Сесиль стояла спиной к зеркалу возле туалетного столика. Она еще не сняла роскошное платье, в котором играла последний акт. Ее лицо сияло, а светлые волосы поблескивали, украшая голову своеобразным ореолом. На первый взгляд Кэролайн показалось, что эта артистка не подходит на роль матери Гамлета: она выглядела слишком молодой, слишком оживленной. Но потом, с некоторым потрясением, миссис Филдинг вспомнила, что Сесиль и в жизни была матерью Орландо, поэтому, исключая любые фантазии, никак не могла не подходить на роль Гертруды.

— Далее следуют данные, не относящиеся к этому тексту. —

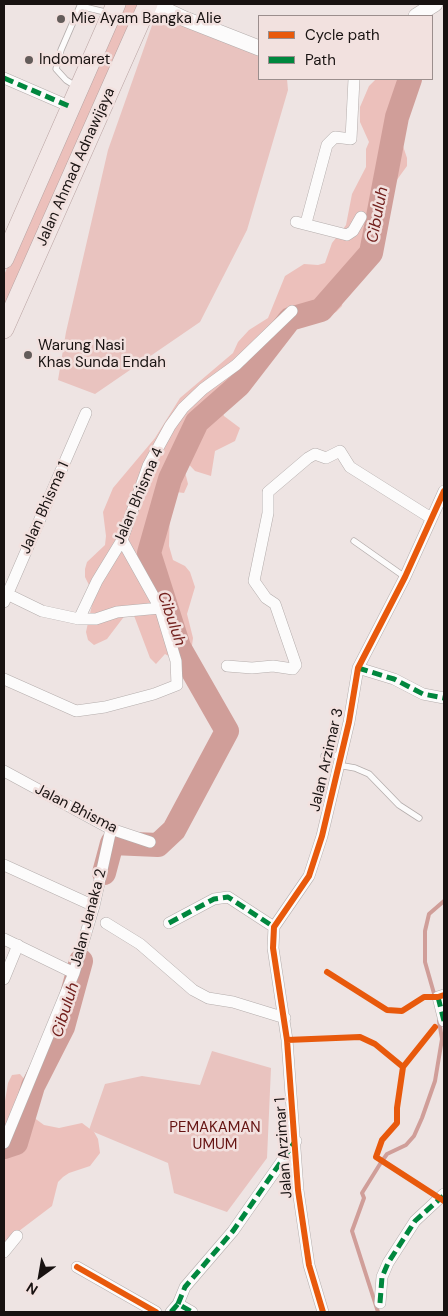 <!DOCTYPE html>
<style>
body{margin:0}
#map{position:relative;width:448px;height:1316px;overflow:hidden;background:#eee4e3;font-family:"DM Sans",sans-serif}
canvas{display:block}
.frame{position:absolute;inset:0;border:5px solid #181211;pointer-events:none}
.legend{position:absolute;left:258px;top:15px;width:175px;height:65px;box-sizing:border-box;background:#f2e1df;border:1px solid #9b8e8d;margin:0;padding:6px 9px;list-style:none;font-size:15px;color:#181211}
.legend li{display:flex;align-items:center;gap:10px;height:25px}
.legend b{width:25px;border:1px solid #9b8e8d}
.north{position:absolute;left:15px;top:1251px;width:50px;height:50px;-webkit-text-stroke:4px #f2e1df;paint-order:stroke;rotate:212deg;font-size:14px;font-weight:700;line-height:20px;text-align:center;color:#181211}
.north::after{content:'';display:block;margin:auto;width:18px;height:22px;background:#181211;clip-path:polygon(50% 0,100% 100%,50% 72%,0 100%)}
</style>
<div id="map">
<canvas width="448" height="1316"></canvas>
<div class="frame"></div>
<ul class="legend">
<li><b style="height:6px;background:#e8590c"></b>Cycle path</li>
<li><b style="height:6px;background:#00873e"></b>Path</li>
</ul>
<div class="north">N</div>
</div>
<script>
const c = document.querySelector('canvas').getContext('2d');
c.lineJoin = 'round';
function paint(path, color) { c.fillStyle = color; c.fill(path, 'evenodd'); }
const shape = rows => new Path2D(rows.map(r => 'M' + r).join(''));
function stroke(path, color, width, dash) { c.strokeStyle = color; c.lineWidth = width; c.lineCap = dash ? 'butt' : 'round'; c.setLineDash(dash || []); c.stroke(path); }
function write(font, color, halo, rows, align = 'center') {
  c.font = font + ' "DM Sans",sans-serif'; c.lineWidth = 5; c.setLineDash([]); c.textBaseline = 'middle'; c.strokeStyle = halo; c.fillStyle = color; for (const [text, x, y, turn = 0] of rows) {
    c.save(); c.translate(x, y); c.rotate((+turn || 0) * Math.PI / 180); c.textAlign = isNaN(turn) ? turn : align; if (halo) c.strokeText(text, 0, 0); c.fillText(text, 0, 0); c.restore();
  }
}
const green = shape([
 [156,14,259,54,259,79,287,79,288,90,247,230,200,322,95,394,58,380,66,332,108,150],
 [212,1051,271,1068,267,1158,227,1212,174,1193,168,1163,89,1130,105,1084,142,1076,200,1085]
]);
const forest = shape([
 [124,4,140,4,4,318,4,275],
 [376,79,397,79,408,83,409,90,405,104,401,140,407,158,407,166,391,188,390,204,380,223,372,259,365,272,354,289,343,299,342,306,336,312,328,316,318,305,299,309,290,321,253,356,261,367,240,382,225,383,214,402,220,406,224,416,240,428,235,441,215,451,211,476,195,471,181,456,188,484,184,493,176,492,170,504,169,546,173,560,185,566,190,572,195,587,187,614,193,638,191,653,182,664,165,654,156,664,150,658,133,613,126,614,107,639,94,645,88,640,86,632,93,600,92,591,85,577,85,569,87,562,105,545,106,536,103,512,113,488,155,438,180,398,233,353,238,342,249,330,268,318,285,276,304,264,318,265,325,263,332,243,346,225,352,194,366,167,366,149,369,142,360,122,360,107,369,86],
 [20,1074,25,1080,33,1117,44,1125,59,1128,82,1123,94,1132,98,1139,100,1153,90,1166,69,1173,63,1177,58,1182,52,1206,15,1234,4,1250,4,1107,8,1083,12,1075]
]);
const stream = shape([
 [435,997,425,962,425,931,429,914,444,901],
 [378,1312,352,1231,364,1198,362,1193,380,1164,387,1154,406,1145,414,1136,422,1118,435,1081,442,1039,439,1021]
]);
const river = shape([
 [104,873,112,843,158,845,174,830,227,731,179,647,149,553,170,479,197,422,239,385,290,319,321,310,371,253,397,117,410,79],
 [4,1147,16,1143,33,1086,63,1027,81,961]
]);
const service = shape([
 [77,87,66,80,56,69,61,50,80,6,109,13],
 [354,541,405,577],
 [324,756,341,755],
 [338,765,355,768,369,774,399,805,419,818]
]);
const minor = shape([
 [4,78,71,107],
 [296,222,347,235,353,231,361,217],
 [306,223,327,145,335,137,351,139,354,79],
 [7,594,42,611,79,619,97,581,122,540,148,466,170,426,183,408,203,389,236,365,292,311],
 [4,602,86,413],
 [79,619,96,619,117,612,160,608],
 [227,666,252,668,273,666,293,669,296,665,275,604,266,598,254,581,268,513,268,492,308,458,315,454,326,458,340,451,350,467,431,518],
 [358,668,394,679,423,694,444,698],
 [4,679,76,711,105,707,154,694,177,685,176,661,160,608,122,540],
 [4,771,111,829,150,842],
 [4,865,94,906],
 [106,923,140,944,193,990,208,998,233,1002,285,1018],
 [169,923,214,899,228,897,274,927],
 [4,939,74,973],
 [4,979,18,945],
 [444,995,438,997,444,1021],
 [4,1143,74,973,94,906,111,829],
 [4,1252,17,1236],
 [77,1267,156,1312],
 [380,1303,382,1277,388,1263,415,1221,444,1194],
 [178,1304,185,1287,233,1231,296,1141],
 [171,1312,178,1304,192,1312],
 [323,1312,309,1265,298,1190,287,1040,273,948,274,927,309,876,322,836,349,722,358,668,405,577,444,491]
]);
const tertiary = shape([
 [153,4,185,19,259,48],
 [416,16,435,4]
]);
const primary = shape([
 [4,259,116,4],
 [4,329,148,4]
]);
const quiet = shape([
 [4,78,71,107],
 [358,668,394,679,423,694,444,698],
 [169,923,214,899,228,897,274,927],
 [438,997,444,1021],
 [380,1303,382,1277,388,1263,415,1221,443,1196],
 [178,1304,185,1287,233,1231,294,1143],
 [171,1312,178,1304,192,1312]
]);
const cycleway = shape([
 [327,972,387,1010,402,1011,424,997,438,997,444,995],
 [435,1027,403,1067,397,1108,397,1123,382,1140,376,1157,444,1201],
 [287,1040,360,1037,375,1044,403,1067],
 [77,1267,156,1312],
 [323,1312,309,1265,298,1190,287,1040,273,948,274,927,309,876,322,836,349,722,358,668,405,577,444,491]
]);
const markers = [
 [61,19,5,"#635c5a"],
 [29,60,5,"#635c5a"],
 [28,355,5,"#635c5a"]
];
const poiNames = [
 ["Mie Ayam Bangka Alie",71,19],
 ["Indomaret",39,60],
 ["Warung Nasi",38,346],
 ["Khas Sunda Endah",38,363]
];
const streetNames = [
 ["Jalan Ahmad Adnawijaya",76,167,-66],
 ["Jalan Bhisma 4",139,496,-67],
 ["Jalan Bhisma 1",45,508,-66],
 ["Jalan Arzimar 3",327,760,-77],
 ["Jalan Bhisma",76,809,27],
 ["Jalan Janaka 2",89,918,-75],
 ["Jalan Arzimar 1",284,1148,-94]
];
const parkNames = [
 ["PEMAKAMAN",215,1128],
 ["UMUM",215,1145]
];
const waterNames = [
 ["Cibuluh",378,215,-79],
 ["Cibuluh",171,619,71],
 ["Cibuluh",66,1010,-72]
];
paint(green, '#e9c3bf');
paint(forest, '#ecc0bb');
stroke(stream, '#d09e99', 4);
stroke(river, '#d09e99', 24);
stroke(service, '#b4adac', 7);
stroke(minor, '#b4adac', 12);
stroke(tertiary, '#b4adac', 16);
stroke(primary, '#b9a3a2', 20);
stroke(service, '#fcfbfb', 5.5);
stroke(minor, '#fcfbfb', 11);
stroke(tertiary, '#fcfbfb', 15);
stroke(primary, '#f2e7e6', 19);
stroke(quiet, '#00873e', 5, [10, 5]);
stroke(cycleway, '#e8590c', 6);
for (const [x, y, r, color] of markers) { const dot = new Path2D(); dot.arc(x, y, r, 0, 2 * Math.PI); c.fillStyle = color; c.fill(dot); stroke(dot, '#f2e1df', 2); }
write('15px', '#181211', '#f2e1df', poiNames, 'left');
write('15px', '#181211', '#f2e1df', streetNames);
write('15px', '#651312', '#f2e1df', parkNames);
write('italic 16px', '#73211e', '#f2e1df', waterNames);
</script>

На сей раз в гримерной не появился и лорд Уорринер. Возможно, он предпочел какое-то время держаться подальше от театра или, по крайней мере, от мисс Антрим. Рядом с нею стояли два второстепенных актера, выглядевшие усталыми и счастливыми. Дама в черном платье, посверкивая великолепным бриллиантовым ожерельем, источала восторги, и их всецело поддерживал средних лет мужчина с орденами на парадном мундире.

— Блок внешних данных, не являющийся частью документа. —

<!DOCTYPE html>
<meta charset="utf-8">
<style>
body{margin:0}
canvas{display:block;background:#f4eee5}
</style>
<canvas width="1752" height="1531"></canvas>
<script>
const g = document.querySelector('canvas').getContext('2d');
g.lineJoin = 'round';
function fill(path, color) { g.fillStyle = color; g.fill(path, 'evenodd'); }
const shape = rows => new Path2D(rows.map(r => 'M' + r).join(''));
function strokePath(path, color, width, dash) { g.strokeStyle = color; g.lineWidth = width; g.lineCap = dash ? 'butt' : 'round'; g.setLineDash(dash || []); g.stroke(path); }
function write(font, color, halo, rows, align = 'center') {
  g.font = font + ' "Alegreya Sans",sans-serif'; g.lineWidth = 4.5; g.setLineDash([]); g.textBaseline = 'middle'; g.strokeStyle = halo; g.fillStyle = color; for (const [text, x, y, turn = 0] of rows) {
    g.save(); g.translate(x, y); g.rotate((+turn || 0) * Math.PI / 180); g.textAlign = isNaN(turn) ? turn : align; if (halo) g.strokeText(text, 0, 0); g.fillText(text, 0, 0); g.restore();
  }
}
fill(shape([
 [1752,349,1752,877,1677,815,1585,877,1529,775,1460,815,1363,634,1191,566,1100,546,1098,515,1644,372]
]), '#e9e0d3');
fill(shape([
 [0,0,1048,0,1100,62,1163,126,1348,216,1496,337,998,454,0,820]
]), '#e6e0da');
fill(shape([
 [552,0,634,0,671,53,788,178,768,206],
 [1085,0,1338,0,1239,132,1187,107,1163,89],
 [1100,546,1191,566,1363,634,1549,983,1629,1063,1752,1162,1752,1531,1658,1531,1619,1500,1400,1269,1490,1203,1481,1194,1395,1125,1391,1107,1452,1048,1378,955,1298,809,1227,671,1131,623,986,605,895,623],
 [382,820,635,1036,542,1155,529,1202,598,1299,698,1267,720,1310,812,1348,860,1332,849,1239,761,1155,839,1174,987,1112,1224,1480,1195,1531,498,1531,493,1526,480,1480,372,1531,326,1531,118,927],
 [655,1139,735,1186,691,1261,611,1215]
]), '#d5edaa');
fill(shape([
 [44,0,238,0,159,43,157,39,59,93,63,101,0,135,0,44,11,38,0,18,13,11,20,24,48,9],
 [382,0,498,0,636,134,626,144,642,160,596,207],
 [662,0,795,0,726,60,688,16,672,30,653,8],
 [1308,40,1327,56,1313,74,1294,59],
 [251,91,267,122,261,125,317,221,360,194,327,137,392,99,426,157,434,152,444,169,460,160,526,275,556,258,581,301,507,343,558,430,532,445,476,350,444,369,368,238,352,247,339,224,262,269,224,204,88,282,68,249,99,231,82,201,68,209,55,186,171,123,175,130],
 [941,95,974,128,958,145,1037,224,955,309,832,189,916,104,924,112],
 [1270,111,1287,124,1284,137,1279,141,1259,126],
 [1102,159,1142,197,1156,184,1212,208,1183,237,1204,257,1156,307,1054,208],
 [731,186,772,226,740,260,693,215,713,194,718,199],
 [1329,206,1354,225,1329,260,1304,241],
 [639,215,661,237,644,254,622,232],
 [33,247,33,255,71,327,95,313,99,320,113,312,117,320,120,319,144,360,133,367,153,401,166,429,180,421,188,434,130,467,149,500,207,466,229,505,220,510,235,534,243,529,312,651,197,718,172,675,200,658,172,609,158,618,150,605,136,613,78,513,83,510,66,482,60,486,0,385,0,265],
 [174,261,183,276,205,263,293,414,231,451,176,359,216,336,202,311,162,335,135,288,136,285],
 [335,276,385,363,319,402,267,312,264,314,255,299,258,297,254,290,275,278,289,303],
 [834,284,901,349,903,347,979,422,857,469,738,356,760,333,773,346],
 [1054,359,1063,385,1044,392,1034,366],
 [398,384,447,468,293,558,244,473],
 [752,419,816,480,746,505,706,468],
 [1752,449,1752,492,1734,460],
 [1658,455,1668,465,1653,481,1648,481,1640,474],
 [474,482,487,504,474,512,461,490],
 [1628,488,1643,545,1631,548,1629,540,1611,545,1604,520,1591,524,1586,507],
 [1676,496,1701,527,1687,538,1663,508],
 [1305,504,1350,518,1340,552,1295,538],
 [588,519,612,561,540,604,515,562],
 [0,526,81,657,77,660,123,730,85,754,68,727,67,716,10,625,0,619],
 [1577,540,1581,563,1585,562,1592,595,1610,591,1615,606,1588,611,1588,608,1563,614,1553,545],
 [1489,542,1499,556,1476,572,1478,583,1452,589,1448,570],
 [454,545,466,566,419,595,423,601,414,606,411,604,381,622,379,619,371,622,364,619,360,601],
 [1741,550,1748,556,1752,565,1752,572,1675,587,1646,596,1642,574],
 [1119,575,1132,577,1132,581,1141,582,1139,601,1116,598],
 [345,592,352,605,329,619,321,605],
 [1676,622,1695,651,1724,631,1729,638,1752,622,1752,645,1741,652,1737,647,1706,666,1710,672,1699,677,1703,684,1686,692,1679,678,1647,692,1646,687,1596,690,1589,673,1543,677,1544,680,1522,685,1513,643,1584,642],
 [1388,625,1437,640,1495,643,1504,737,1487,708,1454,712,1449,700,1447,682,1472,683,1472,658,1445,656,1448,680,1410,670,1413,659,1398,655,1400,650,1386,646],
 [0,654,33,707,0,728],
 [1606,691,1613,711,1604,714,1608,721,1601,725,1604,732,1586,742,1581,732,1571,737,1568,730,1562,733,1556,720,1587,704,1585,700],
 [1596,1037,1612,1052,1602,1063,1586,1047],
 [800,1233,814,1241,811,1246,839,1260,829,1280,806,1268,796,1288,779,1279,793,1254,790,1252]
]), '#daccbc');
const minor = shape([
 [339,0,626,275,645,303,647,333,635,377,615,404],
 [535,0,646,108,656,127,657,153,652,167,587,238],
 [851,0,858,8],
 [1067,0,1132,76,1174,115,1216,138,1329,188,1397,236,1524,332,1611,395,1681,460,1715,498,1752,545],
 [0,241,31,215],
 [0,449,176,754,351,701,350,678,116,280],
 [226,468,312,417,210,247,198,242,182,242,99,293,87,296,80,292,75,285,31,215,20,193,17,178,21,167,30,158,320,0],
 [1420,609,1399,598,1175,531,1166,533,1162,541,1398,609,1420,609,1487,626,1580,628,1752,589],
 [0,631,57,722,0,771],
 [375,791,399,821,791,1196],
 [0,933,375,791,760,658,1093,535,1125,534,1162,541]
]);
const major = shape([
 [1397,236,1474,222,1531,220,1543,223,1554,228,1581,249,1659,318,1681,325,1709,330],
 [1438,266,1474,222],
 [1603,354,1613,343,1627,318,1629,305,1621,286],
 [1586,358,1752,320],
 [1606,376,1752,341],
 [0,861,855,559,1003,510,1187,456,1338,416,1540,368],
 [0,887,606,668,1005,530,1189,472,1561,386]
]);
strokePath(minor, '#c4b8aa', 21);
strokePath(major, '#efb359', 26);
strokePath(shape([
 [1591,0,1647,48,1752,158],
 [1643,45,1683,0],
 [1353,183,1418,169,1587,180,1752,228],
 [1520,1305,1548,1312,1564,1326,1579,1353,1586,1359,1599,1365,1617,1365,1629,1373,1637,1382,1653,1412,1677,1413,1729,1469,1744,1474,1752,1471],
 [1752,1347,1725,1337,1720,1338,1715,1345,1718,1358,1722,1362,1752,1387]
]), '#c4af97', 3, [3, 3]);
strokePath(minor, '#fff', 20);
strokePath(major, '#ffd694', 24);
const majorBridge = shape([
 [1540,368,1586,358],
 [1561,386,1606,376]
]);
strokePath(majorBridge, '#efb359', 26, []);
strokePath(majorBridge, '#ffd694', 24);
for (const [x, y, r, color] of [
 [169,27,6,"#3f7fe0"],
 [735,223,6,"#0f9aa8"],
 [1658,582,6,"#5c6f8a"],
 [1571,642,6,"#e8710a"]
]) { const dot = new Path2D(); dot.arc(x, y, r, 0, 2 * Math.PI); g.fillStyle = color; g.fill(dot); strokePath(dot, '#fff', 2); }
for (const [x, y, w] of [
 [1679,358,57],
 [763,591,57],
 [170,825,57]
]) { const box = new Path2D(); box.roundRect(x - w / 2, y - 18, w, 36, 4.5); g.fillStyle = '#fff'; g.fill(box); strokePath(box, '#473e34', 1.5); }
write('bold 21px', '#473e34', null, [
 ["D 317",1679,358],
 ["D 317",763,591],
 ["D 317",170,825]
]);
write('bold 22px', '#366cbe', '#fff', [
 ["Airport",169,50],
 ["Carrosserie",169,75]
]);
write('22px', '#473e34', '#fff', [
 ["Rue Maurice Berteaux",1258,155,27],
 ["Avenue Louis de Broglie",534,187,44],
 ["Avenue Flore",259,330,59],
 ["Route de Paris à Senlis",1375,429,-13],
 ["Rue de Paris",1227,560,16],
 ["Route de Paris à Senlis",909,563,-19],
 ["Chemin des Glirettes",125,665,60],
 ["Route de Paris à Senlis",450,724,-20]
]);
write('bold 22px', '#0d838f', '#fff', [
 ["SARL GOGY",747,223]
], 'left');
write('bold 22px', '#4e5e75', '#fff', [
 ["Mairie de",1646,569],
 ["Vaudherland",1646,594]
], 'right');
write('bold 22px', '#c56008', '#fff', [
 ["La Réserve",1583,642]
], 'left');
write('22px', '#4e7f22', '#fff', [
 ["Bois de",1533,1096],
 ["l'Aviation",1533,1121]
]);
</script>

Сесиль мгновенно обратила внимание на Джошуа.
– Милый! – Она шагнула к нему, раскинув руки для объятий. – Я так рада, что вы смогли заехать к нам! Вы видели последний акт?
Она позволила расцеловать себя в обе щеки и, отступив назад, уделила внимание и супруге Джошуа.
– О, и вы здесь, миссис Филдинг… Кэролайн, не так ли? Как великодушно, что вы также посетили нас!
– Великодушие тут ни при чем, – возразила та, улыбнувшись и надеясь, что улыбка у нее получилась любезнее, чем ее внутренние, гораздо менее приятные чувства. – Мне самой давно хотелось посмотреть у вас эту премьеру. И я осталась в полном восторге. Ваш «Гамлет» далеко превосходит всех виденных мною раньше.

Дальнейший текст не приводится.